→ WORK REQUEST
Whenever a line in the records below holds the string "WenQuanYi", copy it out.

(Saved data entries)
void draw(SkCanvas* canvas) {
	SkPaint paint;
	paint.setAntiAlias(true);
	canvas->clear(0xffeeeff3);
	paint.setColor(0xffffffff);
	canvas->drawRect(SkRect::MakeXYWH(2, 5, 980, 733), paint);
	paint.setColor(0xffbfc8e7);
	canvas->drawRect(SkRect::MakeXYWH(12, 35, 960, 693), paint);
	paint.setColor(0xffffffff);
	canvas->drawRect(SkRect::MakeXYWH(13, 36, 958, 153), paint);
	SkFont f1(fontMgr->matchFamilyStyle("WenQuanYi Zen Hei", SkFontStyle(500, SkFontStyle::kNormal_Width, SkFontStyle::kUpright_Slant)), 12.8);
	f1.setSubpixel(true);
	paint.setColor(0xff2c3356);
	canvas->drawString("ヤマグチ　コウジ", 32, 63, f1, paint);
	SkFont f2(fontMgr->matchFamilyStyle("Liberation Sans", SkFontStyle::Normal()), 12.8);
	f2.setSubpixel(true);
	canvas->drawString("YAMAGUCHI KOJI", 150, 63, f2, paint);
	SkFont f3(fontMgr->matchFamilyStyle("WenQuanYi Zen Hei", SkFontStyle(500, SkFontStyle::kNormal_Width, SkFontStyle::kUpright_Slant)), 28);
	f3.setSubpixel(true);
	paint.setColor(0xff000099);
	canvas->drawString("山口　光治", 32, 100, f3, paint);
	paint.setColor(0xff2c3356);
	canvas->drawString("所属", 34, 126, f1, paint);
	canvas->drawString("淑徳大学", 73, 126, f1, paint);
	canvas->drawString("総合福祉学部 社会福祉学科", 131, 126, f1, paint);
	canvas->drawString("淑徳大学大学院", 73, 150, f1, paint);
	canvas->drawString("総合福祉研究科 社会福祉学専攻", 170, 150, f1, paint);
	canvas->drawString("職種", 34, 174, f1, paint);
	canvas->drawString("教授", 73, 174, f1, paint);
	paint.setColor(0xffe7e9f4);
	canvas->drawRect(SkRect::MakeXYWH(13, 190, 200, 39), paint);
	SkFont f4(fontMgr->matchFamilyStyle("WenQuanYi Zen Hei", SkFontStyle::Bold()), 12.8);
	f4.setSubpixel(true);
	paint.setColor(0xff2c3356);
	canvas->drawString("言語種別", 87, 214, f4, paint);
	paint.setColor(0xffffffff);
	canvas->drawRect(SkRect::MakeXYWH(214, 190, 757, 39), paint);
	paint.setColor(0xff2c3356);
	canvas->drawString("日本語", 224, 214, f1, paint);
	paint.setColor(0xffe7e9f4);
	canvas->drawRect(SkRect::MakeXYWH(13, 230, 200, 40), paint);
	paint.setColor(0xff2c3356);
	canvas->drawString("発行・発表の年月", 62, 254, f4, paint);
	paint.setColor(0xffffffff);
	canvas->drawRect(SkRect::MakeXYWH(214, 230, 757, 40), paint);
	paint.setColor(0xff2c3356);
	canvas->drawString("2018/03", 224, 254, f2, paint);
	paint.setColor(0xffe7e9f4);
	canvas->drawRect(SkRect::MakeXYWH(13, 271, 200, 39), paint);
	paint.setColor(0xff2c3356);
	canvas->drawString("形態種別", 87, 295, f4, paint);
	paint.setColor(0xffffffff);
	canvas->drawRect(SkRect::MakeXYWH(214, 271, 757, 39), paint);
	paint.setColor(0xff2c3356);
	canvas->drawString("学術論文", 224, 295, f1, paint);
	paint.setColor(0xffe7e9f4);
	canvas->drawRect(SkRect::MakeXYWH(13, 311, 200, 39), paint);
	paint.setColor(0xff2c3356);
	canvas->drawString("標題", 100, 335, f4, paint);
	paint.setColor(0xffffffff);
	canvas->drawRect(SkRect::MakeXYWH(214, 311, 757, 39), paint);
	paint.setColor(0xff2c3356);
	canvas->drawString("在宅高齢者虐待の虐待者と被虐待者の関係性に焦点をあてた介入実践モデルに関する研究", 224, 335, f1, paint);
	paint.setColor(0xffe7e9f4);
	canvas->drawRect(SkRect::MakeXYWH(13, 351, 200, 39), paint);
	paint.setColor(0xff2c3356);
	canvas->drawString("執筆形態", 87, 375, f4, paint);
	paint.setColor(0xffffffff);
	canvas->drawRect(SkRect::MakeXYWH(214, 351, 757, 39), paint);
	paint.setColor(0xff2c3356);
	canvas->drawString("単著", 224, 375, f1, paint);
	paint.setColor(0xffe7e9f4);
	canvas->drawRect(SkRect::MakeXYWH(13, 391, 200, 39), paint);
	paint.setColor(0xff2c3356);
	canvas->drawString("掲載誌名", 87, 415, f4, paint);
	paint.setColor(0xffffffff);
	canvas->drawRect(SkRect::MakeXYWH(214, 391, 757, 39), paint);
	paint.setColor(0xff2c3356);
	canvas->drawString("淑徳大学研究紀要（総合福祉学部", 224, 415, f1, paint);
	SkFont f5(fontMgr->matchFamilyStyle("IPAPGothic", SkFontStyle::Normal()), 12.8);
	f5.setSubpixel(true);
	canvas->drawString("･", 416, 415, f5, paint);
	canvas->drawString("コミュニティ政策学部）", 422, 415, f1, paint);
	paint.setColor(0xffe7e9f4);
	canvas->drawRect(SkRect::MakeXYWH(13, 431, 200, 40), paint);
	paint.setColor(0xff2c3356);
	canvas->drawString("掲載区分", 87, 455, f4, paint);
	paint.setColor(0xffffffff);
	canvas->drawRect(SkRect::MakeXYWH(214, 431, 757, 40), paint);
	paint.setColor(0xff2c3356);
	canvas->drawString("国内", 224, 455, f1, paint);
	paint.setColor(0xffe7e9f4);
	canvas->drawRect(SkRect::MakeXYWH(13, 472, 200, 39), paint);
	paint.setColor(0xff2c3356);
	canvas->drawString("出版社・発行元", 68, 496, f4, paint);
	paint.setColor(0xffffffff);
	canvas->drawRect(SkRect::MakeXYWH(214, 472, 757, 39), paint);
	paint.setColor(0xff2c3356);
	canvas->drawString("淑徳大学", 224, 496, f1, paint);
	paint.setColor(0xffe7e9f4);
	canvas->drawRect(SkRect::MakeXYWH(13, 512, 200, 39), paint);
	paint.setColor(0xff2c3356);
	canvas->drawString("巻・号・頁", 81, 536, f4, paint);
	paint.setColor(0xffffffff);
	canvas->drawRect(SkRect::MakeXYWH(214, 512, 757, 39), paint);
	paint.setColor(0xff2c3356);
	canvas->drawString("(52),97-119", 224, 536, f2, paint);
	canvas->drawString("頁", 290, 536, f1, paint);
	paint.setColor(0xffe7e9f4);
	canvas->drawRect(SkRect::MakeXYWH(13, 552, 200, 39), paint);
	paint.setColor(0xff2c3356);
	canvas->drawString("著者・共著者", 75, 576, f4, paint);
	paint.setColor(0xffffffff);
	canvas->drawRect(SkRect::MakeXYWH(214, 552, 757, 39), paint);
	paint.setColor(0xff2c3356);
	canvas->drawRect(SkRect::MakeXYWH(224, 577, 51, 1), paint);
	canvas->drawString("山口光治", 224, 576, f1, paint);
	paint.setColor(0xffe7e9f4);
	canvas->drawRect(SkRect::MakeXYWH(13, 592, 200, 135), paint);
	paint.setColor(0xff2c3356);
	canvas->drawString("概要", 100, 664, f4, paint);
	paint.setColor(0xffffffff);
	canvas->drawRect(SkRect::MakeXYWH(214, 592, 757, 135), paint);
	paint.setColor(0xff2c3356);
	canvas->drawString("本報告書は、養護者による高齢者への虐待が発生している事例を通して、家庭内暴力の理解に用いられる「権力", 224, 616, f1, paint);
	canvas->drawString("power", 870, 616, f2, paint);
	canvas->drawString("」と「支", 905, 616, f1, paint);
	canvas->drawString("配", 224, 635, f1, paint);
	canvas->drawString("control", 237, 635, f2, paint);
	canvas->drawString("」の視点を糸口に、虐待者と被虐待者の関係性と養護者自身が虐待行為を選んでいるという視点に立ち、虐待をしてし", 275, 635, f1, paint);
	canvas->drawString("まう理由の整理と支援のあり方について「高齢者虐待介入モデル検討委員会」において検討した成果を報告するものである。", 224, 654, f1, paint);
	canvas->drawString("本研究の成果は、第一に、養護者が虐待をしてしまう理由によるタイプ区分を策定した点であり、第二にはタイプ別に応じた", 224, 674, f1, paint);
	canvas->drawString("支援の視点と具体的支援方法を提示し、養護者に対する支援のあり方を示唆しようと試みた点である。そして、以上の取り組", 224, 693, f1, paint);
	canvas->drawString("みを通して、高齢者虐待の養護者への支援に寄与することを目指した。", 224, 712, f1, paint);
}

→ OUTPUT FOR THIS EXERCISE
	SkFont f1(fontMgr->matchFamilyStyle("WenQuanYi Zen Hei", SkFontStyle(500, SkFontStyle::kNormal_Width, SkFontStyle::kUpright_Slant)), 12.8);
	SkFont f3(fontMgr->matchFamilyStyle("WenQuanYi Zen Hei", SkFontStyle(500, SkFontStyle::kNormal_Width, SkFontStyle::kUpright_Slant)), 28);
	SkFont f4(fontMgr->matchFamilyStyle("WenQuanYi Zen Hei", SkFontStyle::Bold()), 12.8);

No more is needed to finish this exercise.